The SKS was, in fact, the first Soviet weapon to be manufactured after the acceptance of the 7.62x39mm M1943 round, also referred to as an 'intermediate' cartridge. Many assume that the development of this round stemmed directly from experimentation and research of captured German MP44 guns from the Second World War - which utilized a similar 'short' round in the form of the 7.92mm.
The SKS system, in itself, is a basic weapon system with very little flair. It is a robust and well-constructed weapon that has been found to be easy to operate, though some have questioned the weight of the weapon for such a small round. The 7.62mm round can be box-fed from a standard 10-round magazine or fed by hand in single round loading. An integrated bayonet system is attached via a hinged connection underneath the barrel and can be folded out or stored at the user's discretion. Well-though out construction means that the weapon can be field-stripped in a short amount of time as well, either for repair, replacement of parts or for cleaning.

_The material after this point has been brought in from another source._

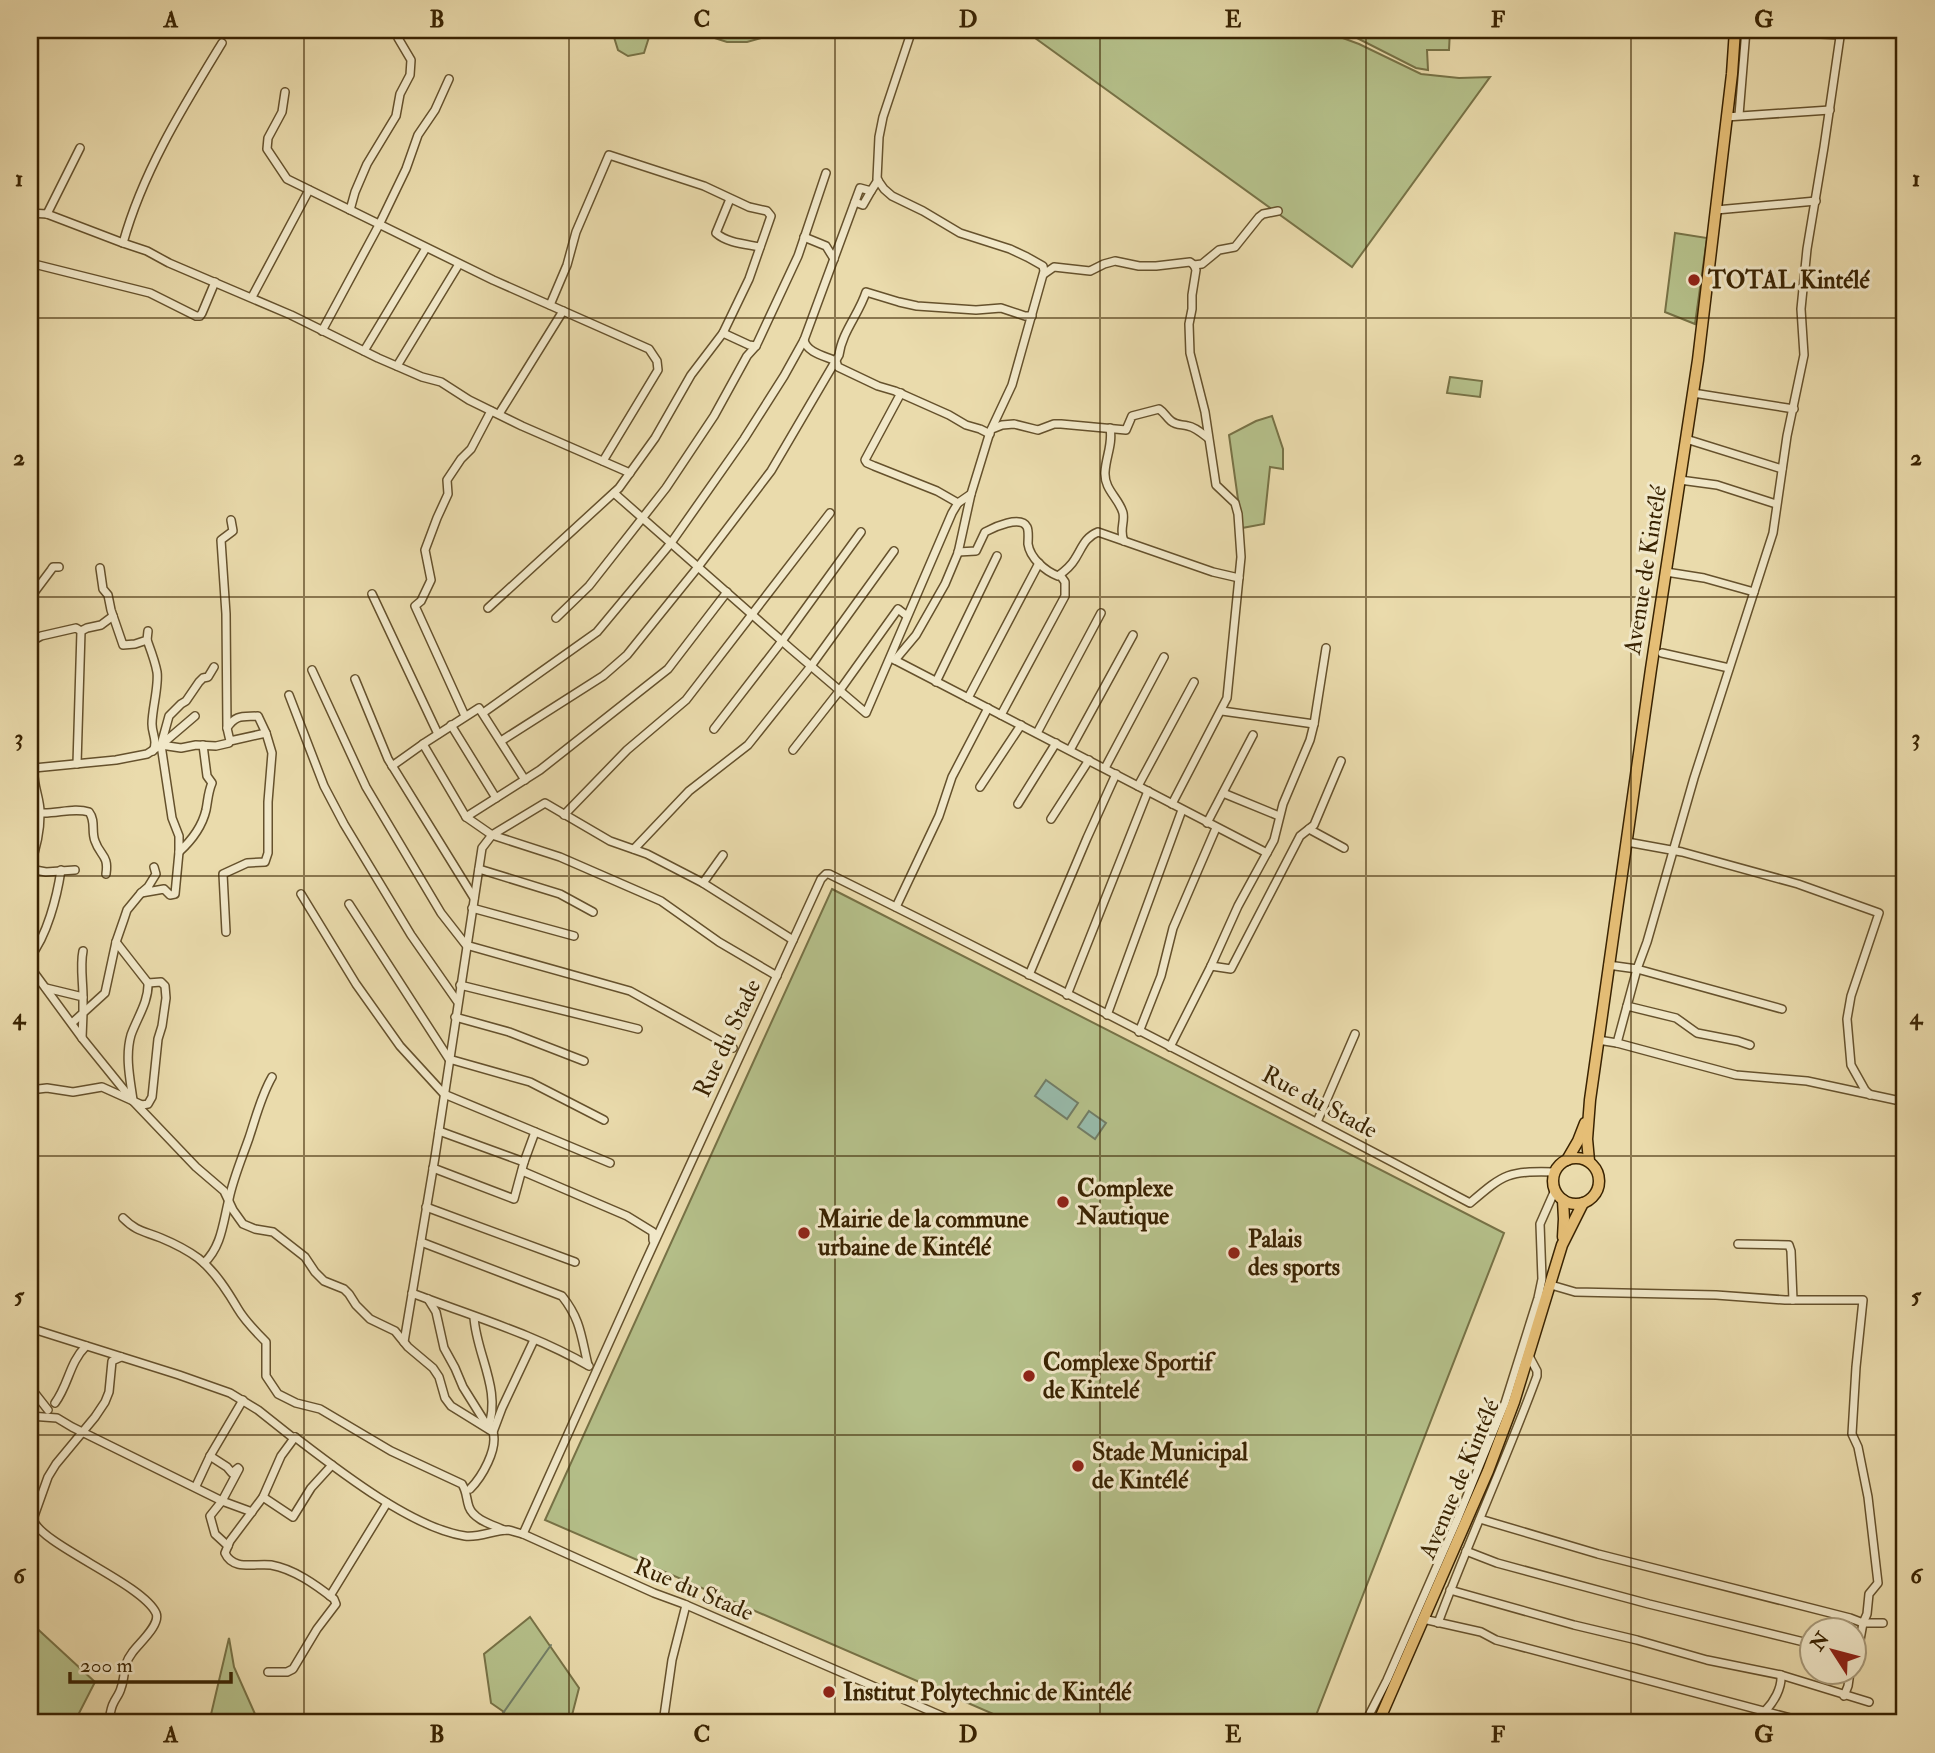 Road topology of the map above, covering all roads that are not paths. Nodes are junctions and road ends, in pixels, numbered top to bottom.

Produced in large numbers in the Soviet Union and for its satellite states, the SKS ensured itself a place in firearms history. To date, the SKS has become an increasingly popular weapon for sport or self-defense in the United States, where it is classified as an antique relic and thusly can be sold with most of the military accessories intact. The 10-round capacity of the weapon in some areas is increased to 30 rounds via secondary market magazines and slight modification to the system.
The SKS has also been produced by Yugoslavia as the M59, in China as the Type 56, in North Korea as the Type 63 and in former East Germany as the Karabiner-S, all maintaining the basic components of the base Soviet SKS.